Most viruses have a natural shape that limits what the metals can become. While viruses can change volume in different settings, they typically resist moving away from their basic form and structure. This limits the types of forms that could be created. 

The UCR team used the M13 bacteriophage -- a uniquely flexible virus. Bacteriophages infect bacteria, more specifically gram-negative bacteria like E. coli which are found in most human digestive tracts. The UCR team picked the M13 as it's already being used to bind with gold to form long nanowire structures. 

The challenge for the UCR engineers came in transforming the nanowires into spheroids -- something completely unexplored by other teams. The resulting gold nanoparticles are spiky and hollow, the team said. 

Exploring other bacterias with this viral 'template'

This research expands the usage and viability of the M13 bacteriophage in nanomaterial scaffolding.
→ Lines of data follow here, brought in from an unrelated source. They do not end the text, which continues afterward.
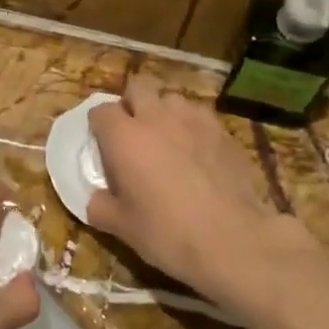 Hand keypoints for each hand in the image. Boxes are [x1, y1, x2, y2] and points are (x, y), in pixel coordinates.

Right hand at [86, 78, 325, 311]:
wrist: (233, 241)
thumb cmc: (167, 233)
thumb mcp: (121, 227)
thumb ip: (99, 205)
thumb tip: (95, 198)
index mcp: (124, 137)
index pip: (101, 111)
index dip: (98, 126)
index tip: (101, 145)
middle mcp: (156, 118)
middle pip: (138, 88)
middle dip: (131, 104)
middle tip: (133, 134)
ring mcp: (193, 120)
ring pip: (171, 99)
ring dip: (163, 112)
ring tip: (167, 139)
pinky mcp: (223, 131)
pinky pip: (200, 116)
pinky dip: (192, 126)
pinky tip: (196, 151) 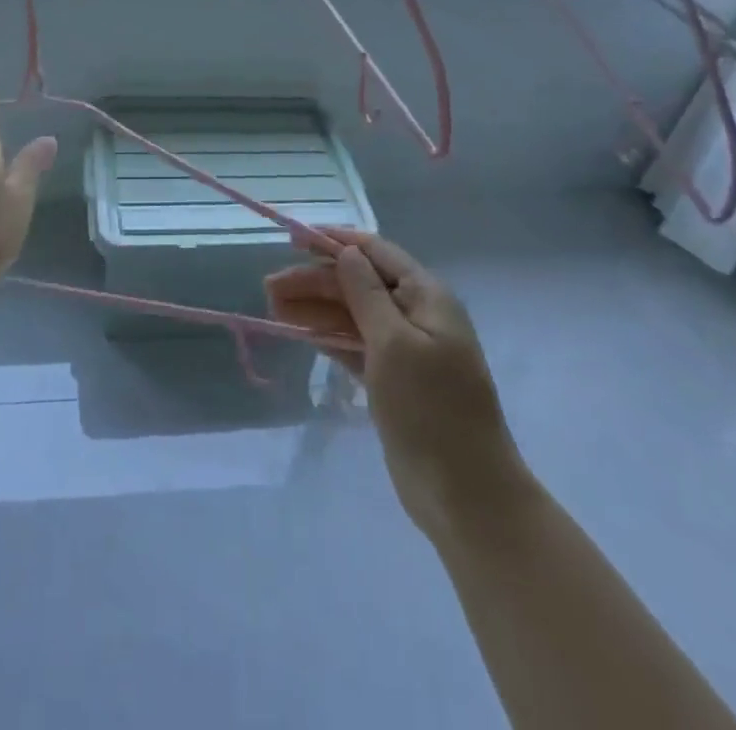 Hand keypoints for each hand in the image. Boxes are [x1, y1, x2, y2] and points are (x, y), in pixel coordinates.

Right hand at [265, 228, 522, 537]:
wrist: (465, 494)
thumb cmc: (431, 409)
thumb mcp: (395, 343)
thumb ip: (366, 293)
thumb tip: (347, 251)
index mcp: (426, 296)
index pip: (375, 252)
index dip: (335, 242)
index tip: (293, 240)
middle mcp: (416, 315)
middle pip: (358, 284)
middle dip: (315, 281)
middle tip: (269, 287)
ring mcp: (404, 351)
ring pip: (352, 316)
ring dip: (315, 309)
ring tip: (272, 306)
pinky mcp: (392, 381)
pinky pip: (354, 346)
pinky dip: (327, 337)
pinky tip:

Ultimately, the UCR team hopes to pursue just how different they could make these shapes. They also said this  'template' could be applied to other bacteriophages. 

"The novelty of our work lies in the optimization and demonstration of a viral template, which overcomes the geometric constraints associated with most other viruses," Haberer said. "We used a simple conversion process to make the M13 virus synthesize inorganic spherical nanoshells tens of nanometers in diameter, as well as nanowires nearly 1 micron in length."

The complete research and analysis of the genetically-engineered virus can be found in the July 21 edition of the journal Nanoscale.